__Task directions__.
Every line of the entries that holds the word "controls" is to be copied.

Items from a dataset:
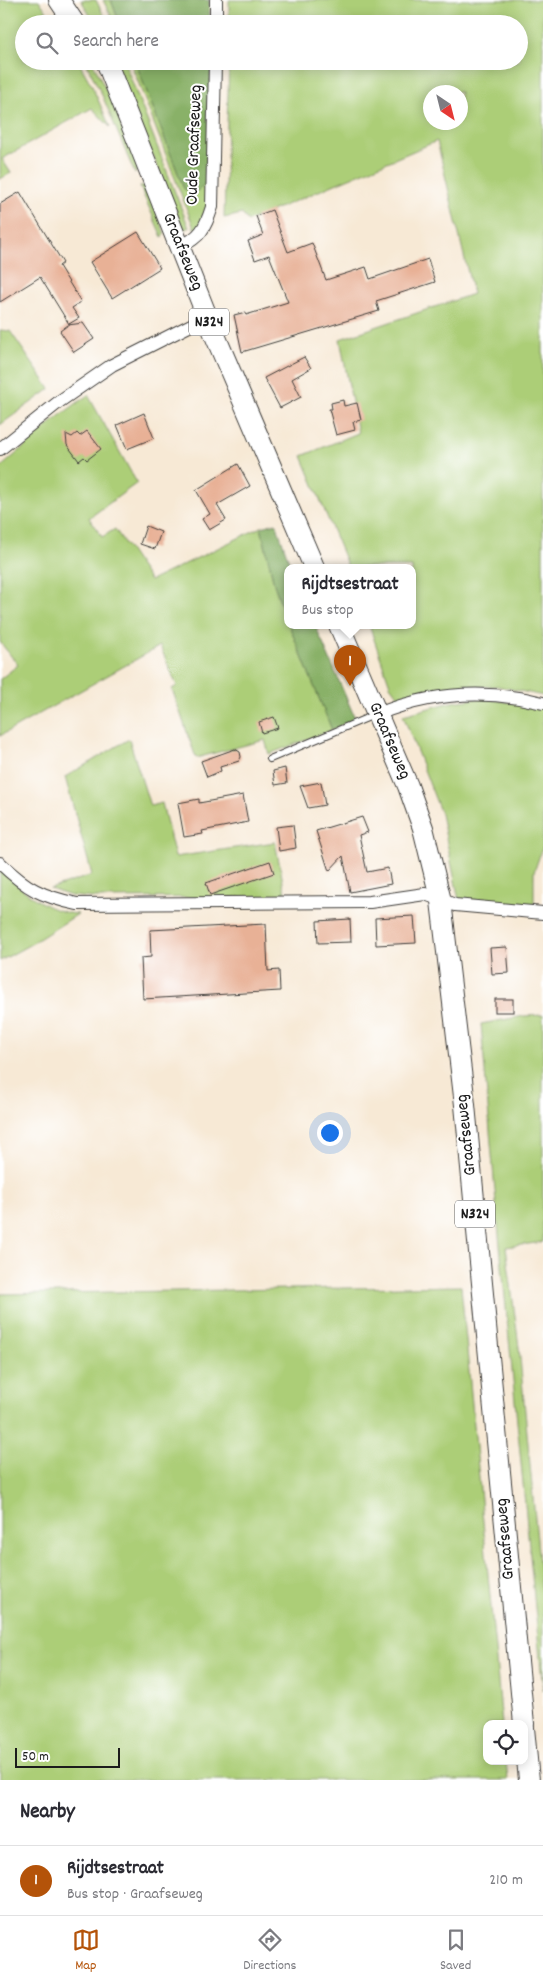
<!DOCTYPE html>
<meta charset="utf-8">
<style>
body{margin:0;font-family:Dekko,sans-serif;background:#f7f7f7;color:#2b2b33}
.controls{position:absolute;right:15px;bottom:15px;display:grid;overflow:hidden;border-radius:10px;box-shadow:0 2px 12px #0003}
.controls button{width:45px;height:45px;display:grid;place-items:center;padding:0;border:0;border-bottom:1px solid #e1e1e2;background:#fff;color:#2b2b33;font:25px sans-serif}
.compass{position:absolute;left:423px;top:85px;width:45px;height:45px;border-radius:50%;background:#fff;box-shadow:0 2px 12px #0003;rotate:145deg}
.scale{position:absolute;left:15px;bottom:12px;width:105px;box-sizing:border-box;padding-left:5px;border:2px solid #1c1c1c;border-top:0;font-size:14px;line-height:18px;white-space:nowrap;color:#1c1c1c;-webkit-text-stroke:4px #fff;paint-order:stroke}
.you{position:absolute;left:329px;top:1132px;width:18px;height:18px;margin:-12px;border:4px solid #fff;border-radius:50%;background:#1a73e8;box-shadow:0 0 0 8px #1a73e833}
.badge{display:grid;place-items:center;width:32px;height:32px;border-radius:50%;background:#b45309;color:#fff;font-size:16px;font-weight:700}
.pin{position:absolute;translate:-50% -41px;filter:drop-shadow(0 1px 2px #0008)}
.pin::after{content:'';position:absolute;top:26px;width:18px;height:15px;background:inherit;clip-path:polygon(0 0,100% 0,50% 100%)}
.popup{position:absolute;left:284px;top:564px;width:132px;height:65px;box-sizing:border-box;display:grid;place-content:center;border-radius:10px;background:#fff;filter:drop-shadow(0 1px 4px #0005);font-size:16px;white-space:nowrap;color:#7c7c81}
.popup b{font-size:19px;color:#2b2b33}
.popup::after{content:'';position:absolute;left:50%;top:100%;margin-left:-10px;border:10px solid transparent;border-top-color:#fff}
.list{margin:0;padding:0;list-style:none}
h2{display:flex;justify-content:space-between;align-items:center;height:65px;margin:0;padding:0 20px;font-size:21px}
h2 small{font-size:16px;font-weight:400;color:#7c7c81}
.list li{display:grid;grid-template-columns:32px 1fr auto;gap:15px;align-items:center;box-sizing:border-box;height:70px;padding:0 20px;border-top:1px solid #e1e1e2}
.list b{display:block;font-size:19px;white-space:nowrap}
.list p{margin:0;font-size:16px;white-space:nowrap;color:#7c7c81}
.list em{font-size:16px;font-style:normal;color:#7c7c81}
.icon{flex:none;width:28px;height:28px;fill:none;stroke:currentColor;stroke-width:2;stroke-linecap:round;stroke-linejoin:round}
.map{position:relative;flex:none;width:543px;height:1780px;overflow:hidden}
.search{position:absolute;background:#fff;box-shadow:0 2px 12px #0003;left:15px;right:15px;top:15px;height:55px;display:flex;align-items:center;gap:12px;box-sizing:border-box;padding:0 18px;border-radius:28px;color:#7c7c81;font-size:19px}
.sheet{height:135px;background:#fff}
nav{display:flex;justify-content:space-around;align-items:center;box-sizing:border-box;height:70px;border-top:1px solid #e1e1e2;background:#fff;font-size:14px;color:#7c7c81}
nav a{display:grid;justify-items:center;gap:2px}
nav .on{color:#b45309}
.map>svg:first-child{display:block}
</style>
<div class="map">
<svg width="543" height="1780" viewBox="0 0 543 1780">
<rect width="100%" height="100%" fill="#fff"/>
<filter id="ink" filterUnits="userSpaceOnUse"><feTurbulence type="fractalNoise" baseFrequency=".02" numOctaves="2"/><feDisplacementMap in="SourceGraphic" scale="10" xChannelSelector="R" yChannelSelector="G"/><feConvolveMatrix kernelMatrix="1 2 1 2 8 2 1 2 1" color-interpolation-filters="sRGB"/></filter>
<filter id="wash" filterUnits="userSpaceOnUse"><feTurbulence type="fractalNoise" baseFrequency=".0096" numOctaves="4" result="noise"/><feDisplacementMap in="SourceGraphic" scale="20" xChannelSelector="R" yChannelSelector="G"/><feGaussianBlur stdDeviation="1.12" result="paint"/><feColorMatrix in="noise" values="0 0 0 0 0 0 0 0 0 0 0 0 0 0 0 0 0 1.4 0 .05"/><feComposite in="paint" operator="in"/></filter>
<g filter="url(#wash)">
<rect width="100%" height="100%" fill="#f7e9d5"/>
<!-- green -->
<g fill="#acce77" stroke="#64754a" fill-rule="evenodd">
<path d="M0,0H39L55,24H24V61H78L92,86L110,127L92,108L2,159L11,173L0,179Z"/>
<path d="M81,0H96L108,24H95Z"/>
<path d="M103,0H111L120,24H115Z"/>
<path d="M229,0H543V696L497,686L452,688L399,697L390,685L369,625H412V567H348L302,456L358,433L340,339L473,294L437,141L248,221L242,214L224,218L229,61H519V24H229ZM430,92H460V122H430Z"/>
<path d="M85,61H92L113,104L139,167L135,174L102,95Z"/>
<path d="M114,61H124L189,228L183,229Z"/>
<path d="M130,61H135L184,189L208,183L210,196L199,228H194Z"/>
<path d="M146,185L165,234L162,237L140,187Z"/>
<path d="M0,330L10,331L50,389L0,425Z"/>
<path d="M88,395L137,483L89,518L102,537L115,529L150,581L261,527L274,584L288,625H289L332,730L269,754L265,740L196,758L172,689L177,686L160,646L0,736V679L18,665L0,642V468L58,417Z"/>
<path d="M482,698L543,708V846L534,872V905L459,900L441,814L403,715L452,702Z"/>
<path d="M129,739L150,806L162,803L175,857L275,842L286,897L94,898L71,896L50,889L92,875L65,777Z"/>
<path d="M0,868C22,890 45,912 78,914L31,944L0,961Z"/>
<path d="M543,1015V1242L506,1247L519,1347L543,1604V1690L497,1215L481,1024L524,1016Z"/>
<path d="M461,1286L502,1724H487V1761H506L508,1780H0V1294Z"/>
</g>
<!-- forest -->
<g fill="#89b168" stroke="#526642">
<path d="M111,0H209L210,24H120Z"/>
<path d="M135,61H211L208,183L194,193L184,189Z"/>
<path d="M276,523L291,567H288L287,620L274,584L261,527Z"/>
<path d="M289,625H315L355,718L332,730Z"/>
</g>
<g id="blocks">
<!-- building -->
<g fill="#e8b196">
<path d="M20,192L63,263L59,266L81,302L72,308L79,318L69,324L40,277L0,302V204Z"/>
<path d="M272,210L288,252L312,243L326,280L366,267L370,279L428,259L435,282L376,301L379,311L242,352L234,315L246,312V315L288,302L269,255L255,260L248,241L263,235L256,216Z"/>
<path d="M138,232L160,268L112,298L90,262Z"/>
<path d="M83,323L94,339L74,352L60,331L68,325Z"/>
<path d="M304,357L311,368L292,379L301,397L280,408L264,378Z"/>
<path d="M343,400L344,406L357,403L361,420L353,422L355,430L336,435L329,409H332L331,403Z"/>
<path d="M144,413L154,438L127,449L117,425Z"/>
<path d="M87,431L101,449L87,460L84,457L79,461L67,445L66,434L72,437L77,433L80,436Z"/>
<path d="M238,464L250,486L217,505L226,520L209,530L202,519L210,514L196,490Z"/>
<path d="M146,526L161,532L155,549L140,544Z"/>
<path d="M274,717L278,728L262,733L259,722Z"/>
<path d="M235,749L240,752L241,757L239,761L220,767L221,771L207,777L201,761Z"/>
<path d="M285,768L287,783L275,785L273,771Z"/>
<path d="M321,782L325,805L308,808L300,786Z"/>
<path d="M243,795L248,822L202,831L203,834L184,837L178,803L199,799V803Z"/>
<path d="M362,817L368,832L359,835L367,872L388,868L391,884L350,892L343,856L329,871L316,831Z"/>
<path d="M293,825L296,848L279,851L276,827Z"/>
<path d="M270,861L274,873L210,895L206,883Z"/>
<path d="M414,916L416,943L376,945L375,918Z"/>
<path d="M350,919L351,942L318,943L317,921Z"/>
<path d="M266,924L268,971L279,970L280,991L143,999L141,958L151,957L150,930Z"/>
<path d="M507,947L509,973L492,974L490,948Z"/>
<rect x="495" y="999" width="18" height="13"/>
</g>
</g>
</g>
<g filter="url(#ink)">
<use href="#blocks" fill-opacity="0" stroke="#3d3b38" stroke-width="1"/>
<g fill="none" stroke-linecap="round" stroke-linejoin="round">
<defs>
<path id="service" d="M270,759L374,715"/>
<g id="minor">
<path d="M216,24V0"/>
<path d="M180,247C200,237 205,229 212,207L215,61"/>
<path d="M0,449L60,401L112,365L195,323L208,319"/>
<path d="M378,714C432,692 487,689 543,703"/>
<path d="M0,863C27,889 41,896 77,904L370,902L425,894L455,905L543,913"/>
</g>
<g id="primary">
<path d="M59,0L75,24"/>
<path d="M106,61L208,319L314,567"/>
<path d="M339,625L408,786L423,828L441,901L465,1105L524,1724"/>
<path d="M524,1728L529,1780"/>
</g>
</defs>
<!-- service casing -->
<use href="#service" stroke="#3d3b38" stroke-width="8"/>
<!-- minor casing -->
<use href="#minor" stroke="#3d3b38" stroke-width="14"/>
<!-- primary casing -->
<use href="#primary" stroke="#3d3b38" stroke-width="22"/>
<!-- service -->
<use href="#service" stroke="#fff" stroke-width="6"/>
<!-- minor -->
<use href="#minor" stroke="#fff" stroke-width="12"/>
<!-- primary -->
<use href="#primary" stroke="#fff" stroke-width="20"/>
</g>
</g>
<g text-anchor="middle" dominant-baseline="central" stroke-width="4" stroke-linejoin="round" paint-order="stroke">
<!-- shield labels -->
<g fill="#fff" stroke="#606060" stroke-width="1">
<rect x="189" y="308.5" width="40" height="27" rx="4"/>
<rect x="455" y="1200.5" width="40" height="27" rx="4"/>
</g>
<g font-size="16" font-weight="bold" fill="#1c1c1c">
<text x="209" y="322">N324</text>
<text x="475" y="1214">N324</text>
</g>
<!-- street labels -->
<g font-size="18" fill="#1c1c1c" stroke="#fff">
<text transform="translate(195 145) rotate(-88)">Oude Graafseweg</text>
<text transform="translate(182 252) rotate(68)">Graafseweg</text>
<text transform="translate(389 741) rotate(67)">Graafseweg</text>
<text transform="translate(467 1135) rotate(-96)">Graafseweg</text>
<text transform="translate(506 1539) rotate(-95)">Graafseweg</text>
</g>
</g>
</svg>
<div class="controls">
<button><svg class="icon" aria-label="locate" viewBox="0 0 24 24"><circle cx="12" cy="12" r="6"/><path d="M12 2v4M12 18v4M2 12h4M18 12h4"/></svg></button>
</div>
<svg class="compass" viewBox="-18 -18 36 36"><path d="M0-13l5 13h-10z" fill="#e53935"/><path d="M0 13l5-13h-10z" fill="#7c7c81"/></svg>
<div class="scale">50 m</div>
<div class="you"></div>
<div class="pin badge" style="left:350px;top:686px">1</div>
<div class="popup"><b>Rijdtsestraat</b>Bus stop</div>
<div class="search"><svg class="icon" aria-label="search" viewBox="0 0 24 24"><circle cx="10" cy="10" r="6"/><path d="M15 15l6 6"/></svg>Search here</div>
</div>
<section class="sheet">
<h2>Nearby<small></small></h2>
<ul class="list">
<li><span class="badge">1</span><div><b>Rijdtsestraat</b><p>Bus stop · Graafseweg</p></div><em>210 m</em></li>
</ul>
</section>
<nav>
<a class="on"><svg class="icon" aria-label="map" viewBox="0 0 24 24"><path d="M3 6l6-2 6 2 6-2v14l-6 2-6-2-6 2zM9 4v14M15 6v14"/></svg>Map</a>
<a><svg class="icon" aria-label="directions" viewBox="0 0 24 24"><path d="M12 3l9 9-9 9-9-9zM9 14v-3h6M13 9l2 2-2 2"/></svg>Directions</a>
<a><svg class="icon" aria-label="saved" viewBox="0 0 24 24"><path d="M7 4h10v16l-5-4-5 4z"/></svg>Saved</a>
</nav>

__Response__.
.controls{position:absolute;right:15px;bottom:15px;display:grid;overflow:hidden;border-radius:10px;box-shadow:0 2px 12px #0003}
.controls button{width:45px;height:45px;display:grid;place-items:center;padding:0;border:0;border-bottom:1px solid #e1e1e2;background:#fff;color:#2b2b33;font:25px sans-serif}
<div class="controls">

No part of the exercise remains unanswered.